It is not clear exactly when these brochures were provided to the Bank, but it is undisputed that both were provided prior to the purchase of the CMOs that are the subject of this suit.
During the summer of 1992, the Bank's NNI unit independently investigated the benefits and risks of CMOs. The Bank discussed the potential investment in CMOs with its counsel and established a fourteen-step review procedure to be followed prior to each CMO purchase. The review procedure was later formalized into a written manual. See J.A. at 1254-79. Buentello, with assistance from Epley, authored a lengthy analysis entitled "Banca Cremi Investment System in Inverse Floater." See id. at 643-71. The analysis concluded that inverse floaters are leveraged "to obtain extraordinary returns" of around twenty percent. Id. at 645-46.
The Bank's analysis explained that since the market for inverse floaters began, high returns and decreasing interest rates had given rise to "a more and more liquid market." J.A. at 657-58. The analysis described the interest rate structure of inverse floaters in detail, using charts and graphs to illustrate the sensitivity of inverse floaters to shifts in the index rate. Similar to Epley's risk letter, the Bank's analysis recognized that if the index rate increased by six percent, the yield of an inverse floater CMO would dwindle to nothing. The analysis noted that, "[l]ike all fixed rate securities, there is an inverse relationship between interest rates and bond price," and that interest rates ultimately "influenc[e] returns on the bonds." Id. at 649. Finally, while the analysis indicated that investments in CMOs complied with Circular 292, the Bank also reasoned that if these investments did not comply with Circular 292, they would be like any other international investment. Id. at 645, 659.

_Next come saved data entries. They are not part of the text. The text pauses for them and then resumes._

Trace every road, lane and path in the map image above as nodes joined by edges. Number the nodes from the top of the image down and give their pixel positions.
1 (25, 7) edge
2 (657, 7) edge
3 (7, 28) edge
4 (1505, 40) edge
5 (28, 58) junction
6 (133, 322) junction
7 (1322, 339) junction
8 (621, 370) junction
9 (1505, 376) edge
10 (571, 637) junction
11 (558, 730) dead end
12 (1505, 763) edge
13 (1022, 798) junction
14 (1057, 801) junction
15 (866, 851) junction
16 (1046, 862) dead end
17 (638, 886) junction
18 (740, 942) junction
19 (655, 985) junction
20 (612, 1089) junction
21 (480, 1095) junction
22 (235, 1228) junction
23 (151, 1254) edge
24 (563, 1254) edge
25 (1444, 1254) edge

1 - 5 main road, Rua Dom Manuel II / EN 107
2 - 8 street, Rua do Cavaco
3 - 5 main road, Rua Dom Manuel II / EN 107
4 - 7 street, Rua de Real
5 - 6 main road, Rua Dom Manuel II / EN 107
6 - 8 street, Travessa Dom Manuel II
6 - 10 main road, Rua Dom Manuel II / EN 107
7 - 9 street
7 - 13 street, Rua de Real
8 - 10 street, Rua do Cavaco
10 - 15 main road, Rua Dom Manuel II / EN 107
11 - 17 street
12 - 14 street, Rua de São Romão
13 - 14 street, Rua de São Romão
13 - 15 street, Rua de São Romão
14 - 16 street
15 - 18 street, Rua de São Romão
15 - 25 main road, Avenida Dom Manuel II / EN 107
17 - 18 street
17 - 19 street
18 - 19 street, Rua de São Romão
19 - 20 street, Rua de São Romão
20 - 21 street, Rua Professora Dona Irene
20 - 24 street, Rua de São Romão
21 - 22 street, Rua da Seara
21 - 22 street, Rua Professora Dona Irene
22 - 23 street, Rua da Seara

Between August 1992 and August 1993, the Bank made additional efforts to refine its knowledge of CMO investing. In October 1992 NNI unit director Mendez purchased several lengthy treatises that described mortgage investments and CMOs in extensive detail. These books were made available to the NNI unit staff. In May 1993 Buentello attended a seminar on derivatives investing. Buentello also attended a seminar at which CMO investing and pricing methods were discussed.

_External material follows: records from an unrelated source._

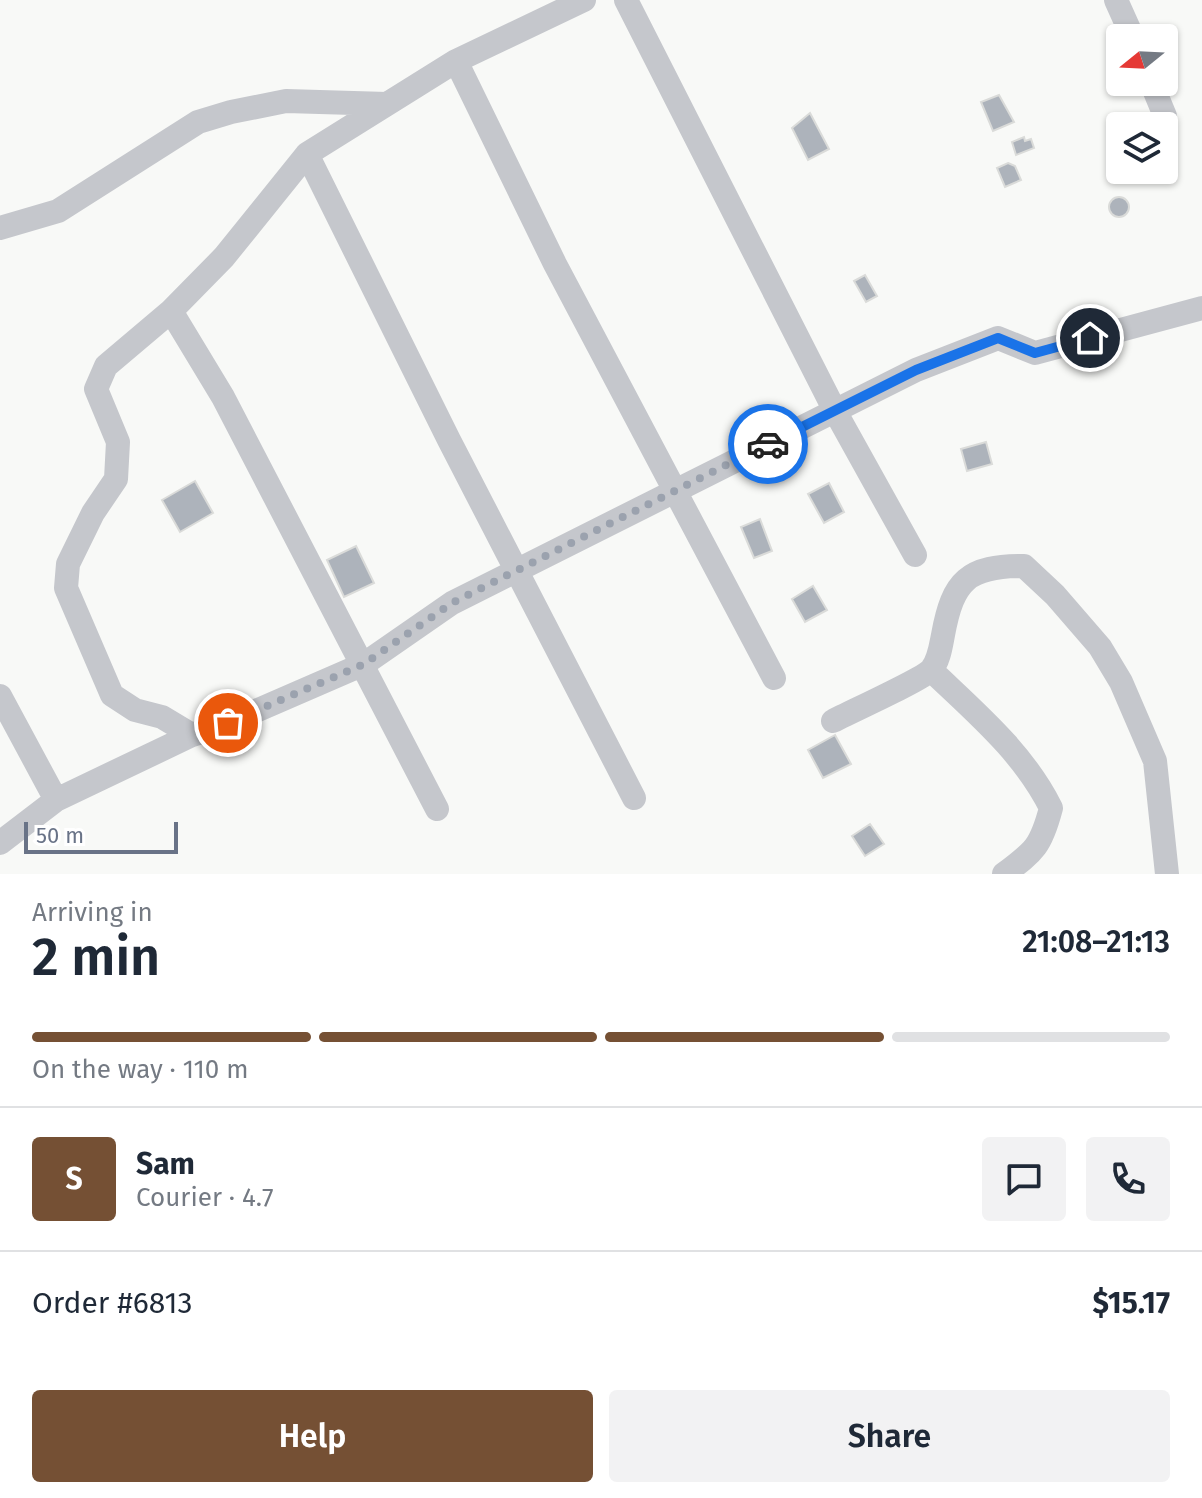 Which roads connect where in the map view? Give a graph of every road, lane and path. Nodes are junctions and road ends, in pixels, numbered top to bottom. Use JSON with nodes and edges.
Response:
{"nodes":[{"id":1,"x":584,"y":0,"type":"edge"},
{"id":2,"x":626,"y":0,"type":"edge"},
{"id":3,"x":1116,"y":0,"type":"edge"},
{"id":4,"x":1127,"y":24,"type":"edge"},
{"id":5,"x":456,"y":61,"type":"junction"},
{"id":6,"x":387,"y":104,"type":"junction"},
{"id":7,"x":307,"y":154,"type":"junction"},
{"id":8,"x":0,"y":228,"type":"edge"},
{"id":9,"x":1202,"y":308,"type":"edge"},
{"id":10,"x":171,"y":311,"type":"junction"},
{"id":11,"x":835,"y":411,"type":"junction"},
{"id":12,"x":675,"y":491,"type":"junction"},
{"id":13,"x":915,"y":555,"type":"dead end"},
{"id":14,"x":517,"y":571,"type":"junction"},
{"id":15,"x":364,"y":664,"type":"junction"},
{"id":16,"x":931,"y":670,"type":"junction"},
{"id":17,"x":774,"y":678,"type":"dead end"},
{"id":18,"x":0,"y":696,"type":"edge"},
{"id":19,"x":833,"y":721,"type":"dead end"},
{"id":20,"x":192,"y":735,"type":"junction"},
{"id":21,"x":634,"y":798,"type":"dead end"},
{"id":22,"x":56,"y":800,"type":"junction"},
{"id":23,"x":437,"y":809,"type":"dead end"},
{"id":24,"x":0,"y":843,"type":"edge"},
{"id":25,"x":1004,"y":874,"type":"edge"},
{"id":26,"x":1167,"y":874,"type":"edge"}],
"edges":[{"from":1,"to":5,"type":"street"},
{"from":2,"to":11,"type":"street"},
{"from":3,"to":4,"type":"street"},
{"from":5,"to":6,"type":"street"},
{"from":5,"to":12,"type":"street"},
{"from":6,"to":7,"type":"street"},
{"from":6,"to":8,"type":"street"},
{"from":7,"to":10,"type":"street"},
{"from":7,"to":14,"type":"street"},
{"from":9,"to":11,"type":"street"},
{"from":10,"to":15,"type":"street"},
{"from":10,"to":20,"type":"street"},
{"from":11,"to":12,"type":"street"},
{"from":11,"to":13,"type":"street"},
{"from":12,"to":14,"type":"street"},
{"from":12,"to":17,"type":"street"},
{"from":14,"to":15,"type":"street"},
{"from":14,"to":21,"type":"street"},
{"from":15,"to":20,"type":"street"},
{"from":15,"to":23,"type":"street"},
{"from":16,"to":19,"type":"street"},
{"from":16,"to":25,"type":"street"},
{"from":16,"to":26,"type":"street"},
{"from":18,"to":22,"type":"street"},
{"from":20,"to":22,"type":"street"},
{"from":22,"to":24,"type":"street"}]}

Throughout this period, the Bank was courted by other brokerage houses who sought to obtain the Bank's CMO business, and the Bank authorized the NNI unit to engage in CMO transactions with these brokerage houses. Each brokerage house provided the Bank with their own internal documents describing the benefits and risks of CMO investing. In January 1993 one of these brokerage houses forwarded to the Bank an article warning of what could occur to CMO investments if interest rates were to rise: "[i]f interest rates rise . . . what investors thought was a safe, secure medium-term maturity can suddenly be transformed into a highly risky long-term security." Randall W. Forsyth, The Pinocchio Security: Here's the Awful Truth About CMOs, Barron's, Jan. 18, 1993, at 15. The article suggested that, in these circumstances, a CMO's price would drop ten to twenty percent "if you can get a bid for it at all." Id. Epley indicated to the Bank that he disagreed with the Barron's article, and wrote in a letter that the risks of a CMO were "less of a concern" for an institutional investor. J.A. at 1441. Epley included a different Barron's article by Andrew Bary, who "specialize[d] in covering the institutional investor's capital markets." J.A. at 1442.

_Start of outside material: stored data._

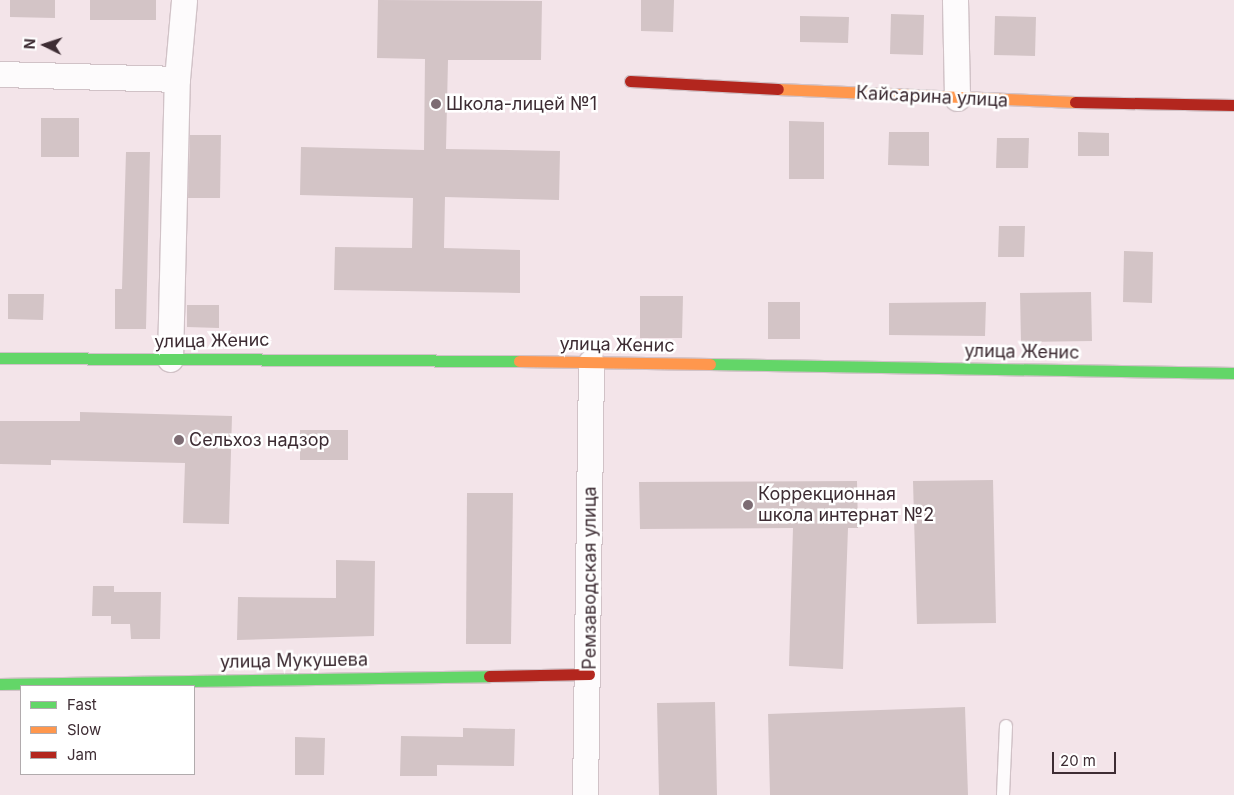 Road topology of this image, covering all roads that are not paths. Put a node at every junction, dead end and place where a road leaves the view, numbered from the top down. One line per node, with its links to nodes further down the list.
1 (184, 0): 4 (street)
2 (955, 0): 6 (street)
3 (0, 74): 4 (street)
4 (177, 79): 9 (street)
5 (630, 80): 6 (street, Кайсарина улица)
6 (957, 98): 7 (street, Кайсарина улица)
7 (1234, 105)
8 (0, 358): 9 (street, улица Женис)
9 (170, 359): 10 (street, улица Женис)
10 (591, 362): 11 (street, улица Женис); 12 (street, Ремзаводская улица)
11 (1234, 373)
12 (589, 674): 13 (street, улица Мукушева); 15 (street, Ремзаводская улица)
13 (0, 684)
14 (1006, 726): 16 (lane)
15 (585, 795)
16 (1003, 795)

The parties have not included this article in the record, which is referred to in Epley's letter as having been published "one month prior" to The Pinocchio Security. During that period, Bary authored only two articles on CMO investing for Barron's, and both were critical of CMOs. The first article reasoned that "[i]nstitutional demand" had helped the CMO market grow, despite the fact that "liquidity remains notoriously poor," even for large institutional investors. Andrew Bary, Capital Markets: Trading Points, Barron's, Nov. 23, 1992, at 48. In the other, Bary explained that "[w]hen rates fall, the yield on the inverse floater jumps, and when rates rise, the yield on the inverse floater plunges . . . resulting in a sharp drop in the security's price." Andrew Bary, Capital Markets: Trading Points, Barron's, Dec. 14, 1992, at 54. Bary asked:
How did an opportunity exist to buy federal-agency mortgage securities yielding 20%? Because most portfolio managers . . . were afraid of the price volatility of inverse floaters.
Id. Bary concluded that "[i]f a broker offers one, it pays, of course, to be very careful," in part, because "[e]ven mortgage experts have a hard time valuing them." Id.
The Bank purchased its first CMO in August 1992. For the next year and a half, the Bank purchased a total of twenty-nine CMOs. Epley was in continual contact with the Bank during its period of CMO trading. Epley sent numerous faxes and letters to the Bank encouraging the Bank to make additional CMO purchases. Most of these suggested purchases were not pursued by the Bank. Epley introduced the NNI unit to a leading CMO expert and finance professor, Frank J. Fabozzi. Fabozzi was made available to the Bank for technical consultation and sent the Bank textbooks he had written which described CMOs and other financial instruments. Additionally, on request, Alex. Brown would perform a "portfolio analysis" of the Bank's holdings. Prior to each CMO purchase, Epley provided the Bank with the yield matrix for that CMO. The yield matrix set forth the formula of the CMO's floating interest rate. It also provided a table that indicated how the CMO's yield and average maturity changed when interest rate and prepayment conditions changed. Although the yield matrix indicated the average maturity of the CMO, it did not specify the formula that was used to calculate the precise maturity of the CMO.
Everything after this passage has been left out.